Web Scraping, Ecommerce, Ecommerce web scraping, Price scraping·

Ecommerce Web Scraping & Price Scraping Guide

Learn ecommerce web scraping and price monitoring with step-by-step guides on scraping product data using Python, Scrapy, and BeautifulSoup.

Web scraping ecommerce prices

In this blog post, I’ll explain what price scraping is and show you how to build a price scraper using Zara’s website as an example. You’ll learn how to extract prices from ecommerce sites using Python. Scraping ecommerce data isn’t as easy as it looks. The programming logic itself isn’t very hard, but the main challenge lies in handling the barriers that ecommerce websites put in place. You’ll need to manage proxies, JavaScript rendering, and CAPTCHAs that can block your scraping requests. In this guide, I’ll show you how to scrape prices from websites using Python, Scrapy, and BeautifulSoup.

Scraping product prices with Python code

Let’s scrape Zara’s women’s blazers collection.

First, make sure you have the required libraries installed — Python 3+, Scrapy, and BeautifulSoup.

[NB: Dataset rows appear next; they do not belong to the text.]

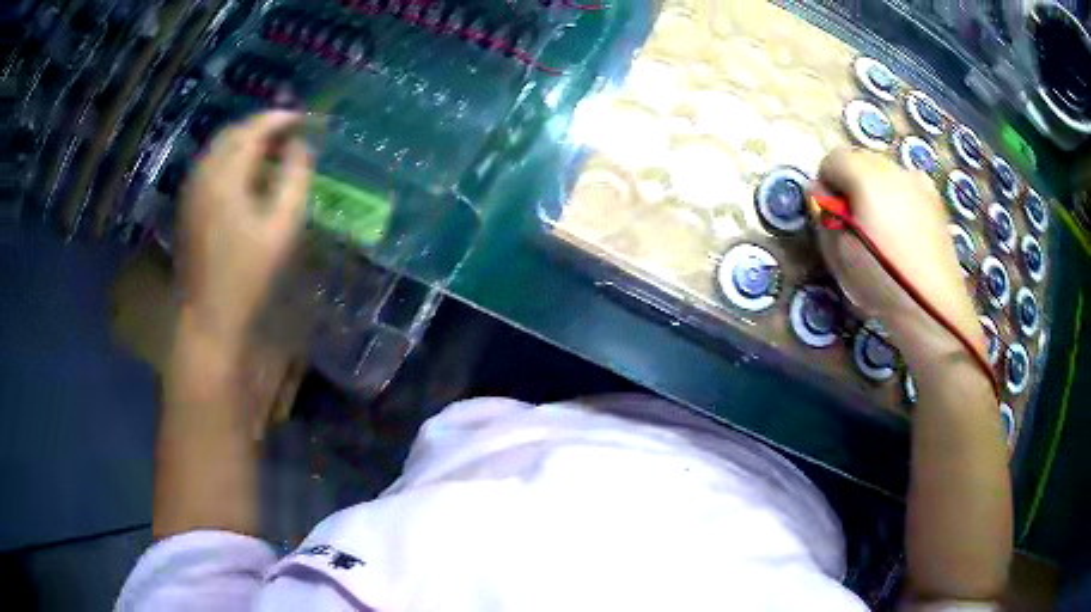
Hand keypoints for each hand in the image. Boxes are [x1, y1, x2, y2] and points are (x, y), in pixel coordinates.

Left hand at [178, 111, 312, 347]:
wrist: (209, 314)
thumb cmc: (249, 274)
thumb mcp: (283, 227)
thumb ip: (295, 178)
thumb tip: (300, 145)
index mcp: (226, 176)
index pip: (254, 129)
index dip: (280, 118)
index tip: (303, 118)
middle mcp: (204, 173)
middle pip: (233, 132)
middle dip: (261, 125)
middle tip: (288, 132)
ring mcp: (192, 188)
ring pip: (219, 146)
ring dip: (245, 140)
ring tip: (270, 149)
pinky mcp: (188, 203)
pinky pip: (210, 163)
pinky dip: (230, 156)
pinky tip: (244, 171)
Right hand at [811, 147, 985, 361]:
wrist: (932, 308)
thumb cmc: (881, 282)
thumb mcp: (838, 254)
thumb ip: (824, 216)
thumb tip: (821, 194)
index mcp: (866, 177)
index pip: (832, 158)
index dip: (827, 183)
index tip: (832, 213)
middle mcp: (893, 169)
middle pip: (860, 159)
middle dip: (852, 182)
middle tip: (856, 222)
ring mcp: (918, 181)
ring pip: (885, 171)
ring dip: (876, 188)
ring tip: (883, 227)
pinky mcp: (935, 199)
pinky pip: (908, 184)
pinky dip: (899, 196)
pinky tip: (904, 227)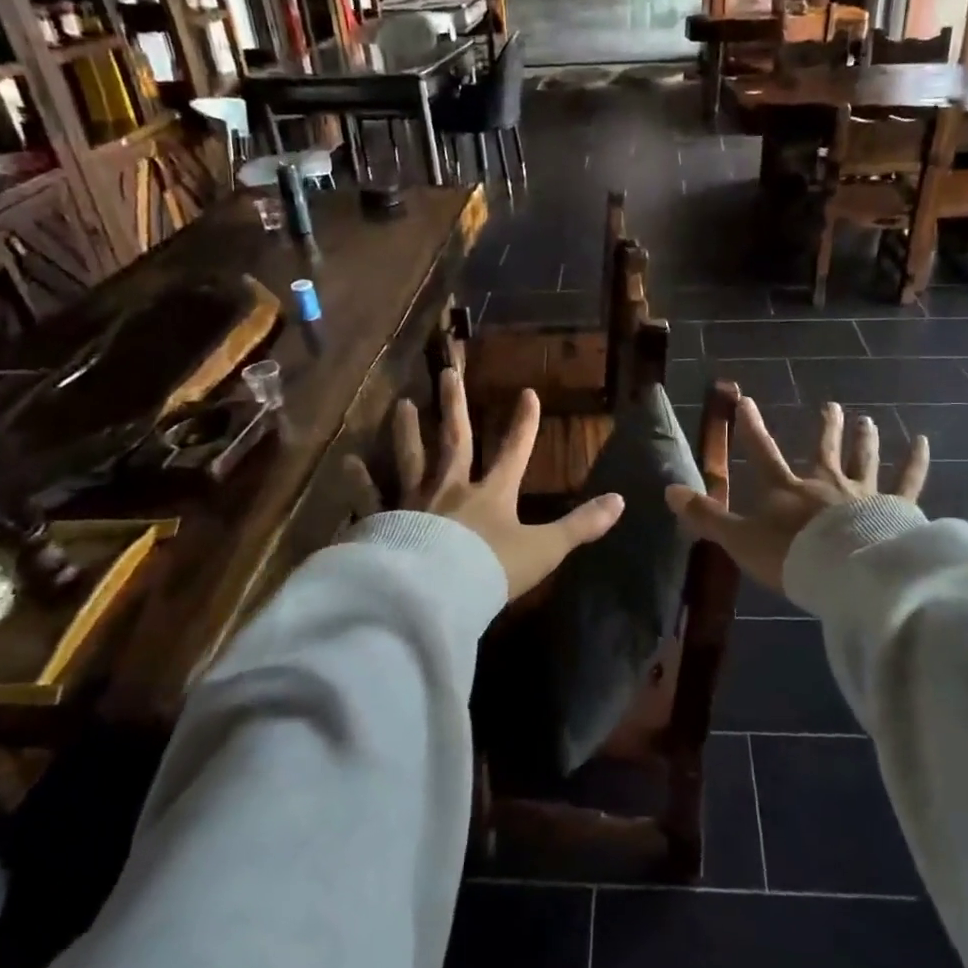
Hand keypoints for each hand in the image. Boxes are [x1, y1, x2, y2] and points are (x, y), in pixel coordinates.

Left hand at [344, 368, 624, 602]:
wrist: (437, 595)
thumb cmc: (491, 571)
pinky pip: (370, 497)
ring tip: (400, 405)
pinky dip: (359, 481)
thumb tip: (621, 501)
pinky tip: (346, 462)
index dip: (523, 423)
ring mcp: (415, 502)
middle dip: (455, 406)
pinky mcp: (386, 522)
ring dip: (406, 431)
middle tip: (446, 372)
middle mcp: (452, 488)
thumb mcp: (544, 550)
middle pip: (455, 440)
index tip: (527, 393)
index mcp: (492, 494)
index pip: (514, 450)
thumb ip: (581, 525)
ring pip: (411, 459)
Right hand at [665, 398, 928, 591]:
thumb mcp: (739, 539)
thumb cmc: (790, 556)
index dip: (752, 428)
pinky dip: (915, 462)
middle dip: (826, 428)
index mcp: (786, 489)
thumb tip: (668, 491)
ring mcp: (862, 493)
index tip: (746, 401)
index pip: (763, 452)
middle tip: (832, 406)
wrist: (846, 572)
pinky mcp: (894, 509)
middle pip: (824, 450)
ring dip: (864, 439)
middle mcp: (824, 483)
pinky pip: (908, 482)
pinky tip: (923, 442)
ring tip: (867, 420)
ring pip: (864, 459)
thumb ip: (706, 516)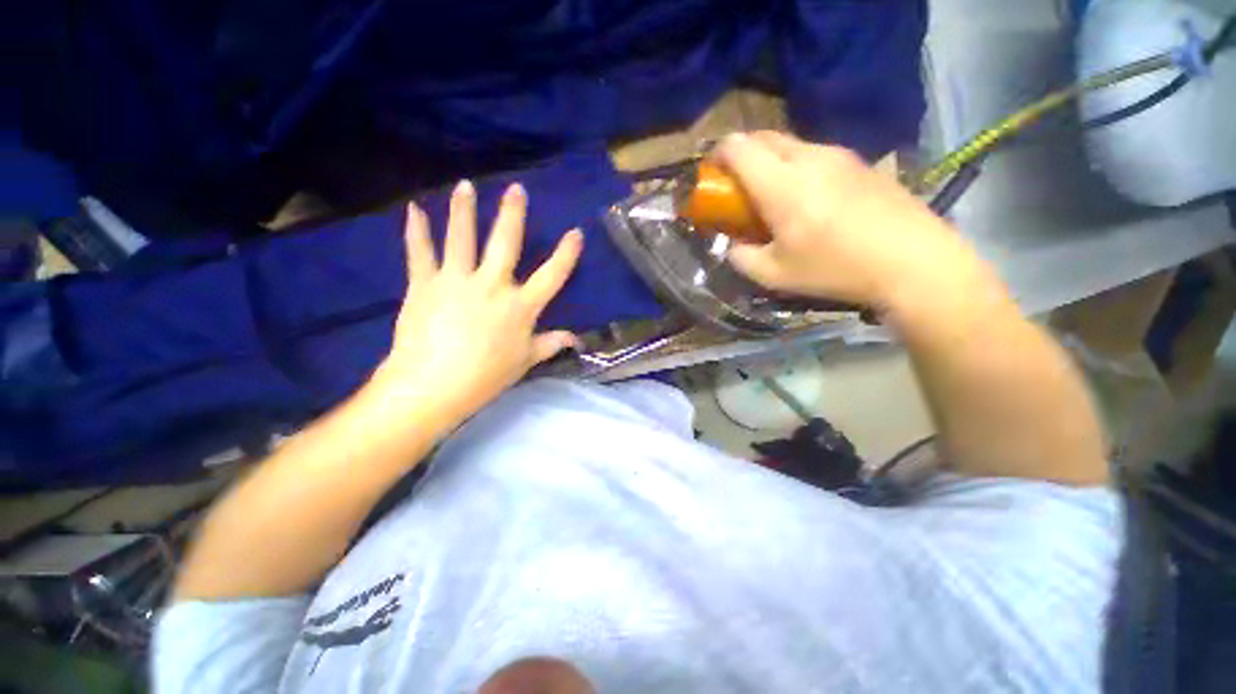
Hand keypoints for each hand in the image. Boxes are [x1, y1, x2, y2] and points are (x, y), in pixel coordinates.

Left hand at [372, 180, 582, 423]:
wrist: (432, 385)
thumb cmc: (486, 376)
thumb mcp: (525, 362)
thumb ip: (550, 344)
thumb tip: (576, 339)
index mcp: (520, 306)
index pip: (552, 276)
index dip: (566, 254)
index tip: (575, 233)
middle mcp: (492, 285)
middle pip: (505, 243)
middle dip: (513, 215)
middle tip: (516, 189)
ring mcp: (456, 280)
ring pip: (462, 238)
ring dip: (464, 210)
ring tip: (465, 186)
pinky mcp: (424, 284)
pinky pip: (420, 252)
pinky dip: (417, 231)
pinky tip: (414, 209)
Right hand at [714, 131, 983, 312]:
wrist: (913, 260)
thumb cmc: (835, 269)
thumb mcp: (774, 275)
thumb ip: (741, 258)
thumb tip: (732, 246)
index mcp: (781, 184)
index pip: (738, 147)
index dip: (717, 154)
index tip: (712, 174)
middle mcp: (808, 157)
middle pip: (763, 137)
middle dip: (740, 154)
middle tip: (736, 185)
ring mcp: (838, 155)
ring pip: (790, 144)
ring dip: (769, 161)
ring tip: (772, 194)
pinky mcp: (860, 162)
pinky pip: (815, 153)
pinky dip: (796, 166)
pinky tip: (807, 197)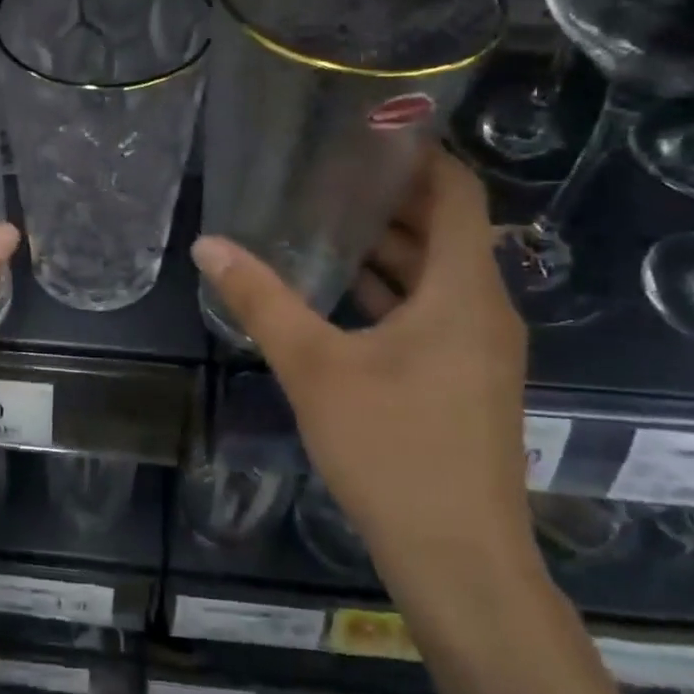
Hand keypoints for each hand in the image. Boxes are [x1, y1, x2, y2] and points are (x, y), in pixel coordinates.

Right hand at [191, 150, 533, 587]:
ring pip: (438, 277)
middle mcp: (484, 310)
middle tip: (328, 172)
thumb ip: (261, 302)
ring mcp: (480, 350)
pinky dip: (394, 293)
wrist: (458, 560)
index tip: (369, 133)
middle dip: (393, 199)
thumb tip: (208, 246)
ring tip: (325, 222)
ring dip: (391, 249)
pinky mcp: (467, 382)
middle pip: (447, 231)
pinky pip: (433, 313)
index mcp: (463, 291)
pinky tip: (343, 294)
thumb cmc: (393, 451)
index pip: (458, 193)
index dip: (421, 156)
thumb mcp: (315, 368)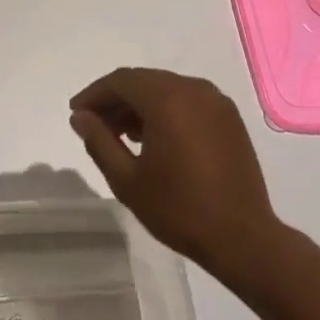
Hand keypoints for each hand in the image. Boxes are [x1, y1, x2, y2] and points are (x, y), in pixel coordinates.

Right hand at [69, 67, 281, 282]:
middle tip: (95, 125)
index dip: (94, 94)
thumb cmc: (179, 209)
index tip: (76, 113)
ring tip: (122, 135)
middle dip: (116, 99)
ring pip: (166, 89)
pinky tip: (155, 137)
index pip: (121, 81)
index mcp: (167, 99)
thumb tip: (80, 117)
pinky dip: (165, 110)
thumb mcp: (127, 180)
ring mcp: (216, 101)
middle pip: (144, 81)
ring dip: (140, 104)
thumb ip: (99, 141)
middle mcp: (193, 89)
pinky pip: (188, 100)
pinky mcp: (229, 118)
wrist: (242, 238)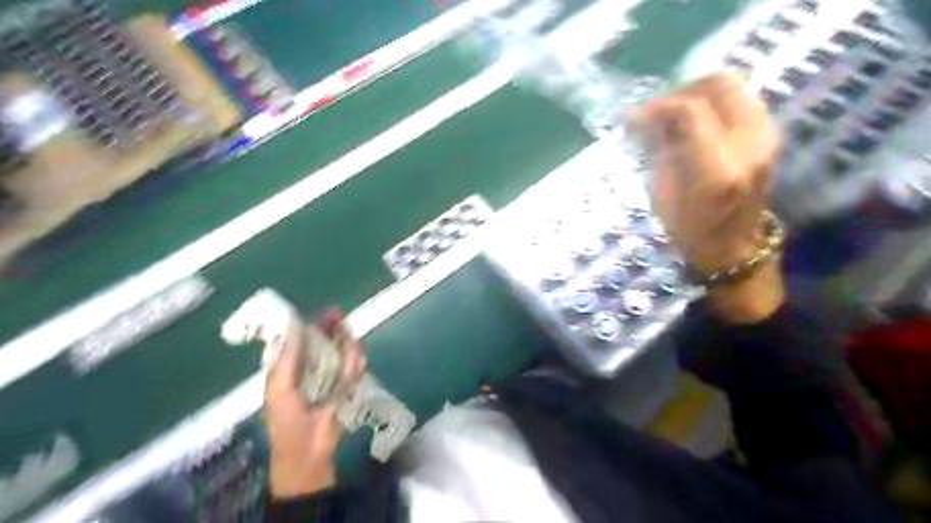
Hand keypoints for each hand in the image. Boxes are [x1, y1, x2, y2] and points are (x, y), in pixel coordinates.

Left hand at [264, 310, 365, 498]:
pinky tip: (359, 359)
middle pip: (322, 344)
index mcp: (288, 369)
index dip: (311, 325)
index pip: (300, 341)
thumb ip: (288, 357)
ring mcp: (328, 380)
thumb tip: (295, 324)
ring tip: (352, 338)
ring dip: (346, 345)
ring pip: (339, 355)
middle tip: (341, 319)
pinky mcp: (343, 390)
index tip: (324, 313)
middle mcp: (309, 370)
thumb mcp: (280, 388)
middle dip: (332, 331)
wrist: (307, 454)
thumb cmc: (287, 422)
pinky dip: (355, 364)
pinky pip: (351, 372)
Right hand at [632, 74, 784, 322]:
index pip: (689, 111)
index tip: (634, 115)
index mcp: (717, 170)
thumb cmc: (689, 231)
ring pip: (734, 87)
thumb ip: (657, 149)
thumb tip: (642, 116)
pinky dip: (712, 103)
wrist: (734, 249)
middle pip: (720, 84)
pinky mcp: (769, 135)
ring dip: (697, 93)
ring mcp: (766, 137)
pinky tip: (693, 122)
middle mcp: (750, 146)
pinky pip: (740, 101)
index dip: (657, 106)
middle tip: (657, 108)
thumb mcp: (661, 194)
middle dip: (682, 89)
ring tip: (672, 113)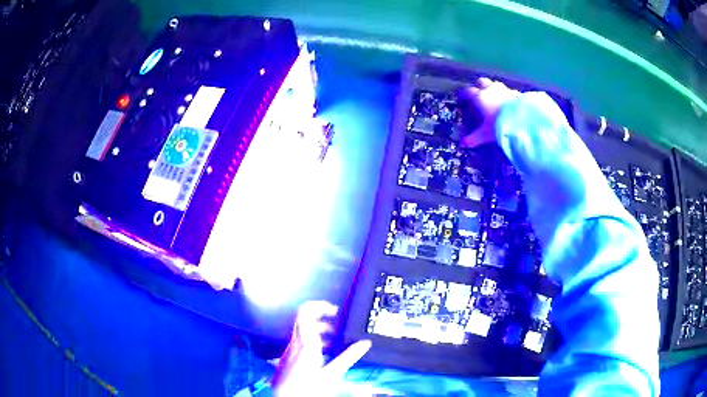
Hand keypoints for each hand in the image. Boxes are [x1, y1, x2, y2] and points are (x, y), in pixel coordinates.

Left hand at [272, 301, 371, 396]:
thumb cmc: (305, 388)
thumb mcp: (332, 374)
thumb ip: (348, 357)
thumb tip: (364, 344)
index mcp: (306, 343)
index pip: (306, 311)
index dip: (320, 305)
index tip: (335, 310)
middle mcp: (295, 343)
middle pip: (304, 318)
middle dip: (322, 317)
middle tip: (338, 324)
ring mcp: (290, 349)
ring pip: (302, 330)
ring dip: (319, 330)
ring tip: (334, 339)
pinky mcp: (288, 357)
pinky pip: (300, 341)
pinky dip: (313, 340)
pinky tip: (323, 353)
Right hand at [459, 77, 519, 147]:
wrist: (521, 121)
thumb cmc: (499, 125)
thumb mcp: (485, 134)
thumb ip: (474, 138)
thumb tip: (463, 143)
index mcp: (480, 97)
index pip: (469, 91)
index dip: (465, 94)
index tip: (463, 97)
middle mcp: (491, 90)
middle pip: (482, 82)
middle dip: (479, 86)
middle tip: (479, 93)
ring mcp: (504, 90)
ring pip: (496, 84)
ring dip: (494, 89)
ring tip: (494, 97)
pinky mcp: (516, 93)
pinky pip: (509, 91)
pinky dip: (507, 95)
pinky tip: (509, 101)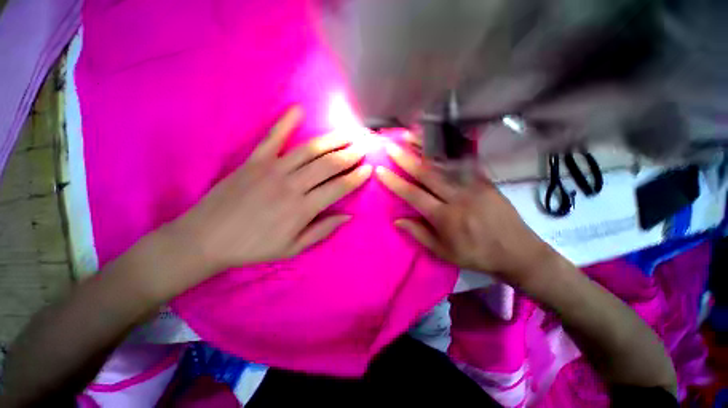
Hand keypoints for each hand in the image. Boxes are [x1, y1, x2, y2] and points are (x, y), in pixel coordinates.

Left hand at [173, 107, 371, 274]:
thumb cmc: (253, 246)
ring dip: (332, 139)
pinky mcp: (254, 161)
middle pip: (329, 164)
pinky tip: (299, 110)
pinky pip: (273, 138)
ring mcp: (272, 170)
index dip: (356, 177)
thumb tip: (347, 216)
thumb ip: (322, 230)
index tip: (368, 168)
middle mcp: (292, 185)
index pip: (339, 187)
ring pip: (310, 150)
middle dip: (351, 154)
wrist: (206, 238)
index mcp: (303, 209)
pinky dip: (286, 123)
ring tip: (348, 132)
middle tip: (364, 145)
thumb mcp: (293, 248)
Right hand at [375, 141, 552, 284]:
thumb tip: (397, 220)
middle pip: (427, 174)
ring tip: (410, 135)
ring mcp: (473, 185)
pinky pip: (463, 162)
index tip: (381, 170)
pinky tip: (437, 140)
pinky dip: (447, 150)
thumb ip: (419, 234)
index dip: (395, 182)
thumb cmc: (475, 254)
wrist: (517, 251)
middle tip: (391, 145)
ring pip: (445, 163)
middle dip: (406, 158)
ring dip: (425, 148)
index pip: (413, 195)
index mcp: (444, 217)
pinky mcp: (485, 180)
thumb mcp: (443, 252)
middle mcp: (457, 197)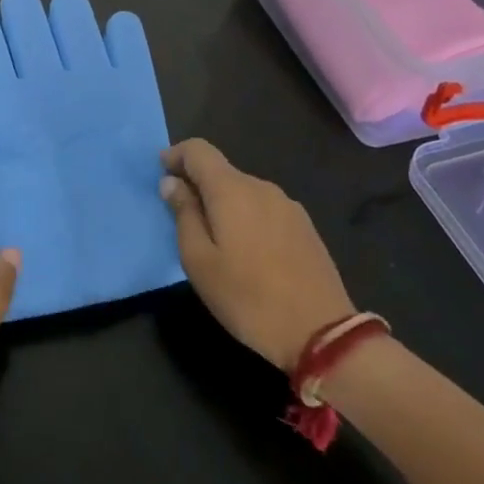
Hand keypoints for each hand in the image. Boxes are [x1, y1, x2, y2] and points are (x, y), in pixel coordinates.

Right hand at [159, 139, 354, 369]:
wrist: (322, 334)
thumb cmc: (247, 297)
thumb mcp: (199, 260)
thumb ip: (183, 214)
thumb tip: (172, 182)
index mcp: (232, 190)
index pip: (199, 150)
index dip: (176, 155)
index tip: (161, 174)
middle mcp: (262, 187)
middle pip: (221, 171)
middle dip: (197, 184)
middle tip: (180, 217)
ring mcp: (288, 206)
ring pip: (243, 191)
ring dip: (222, 203)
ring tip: (213, 239)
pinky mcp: (305, 227)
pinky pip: (264, 209)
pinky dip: (245, 217)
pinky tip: (246, 251)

Scrapy is a powerful Python framework for web crawling and data extraction.
It provides tools for navigating websites and saving structured data in accessible formats.
Scrapy uses spiders — Python classes that define how to browse web pages and extract the information you need.

BeautifulSoup is another Python library designed to parse and navigate HTML efficiently, making it simple to find and extract specific elements from web pages.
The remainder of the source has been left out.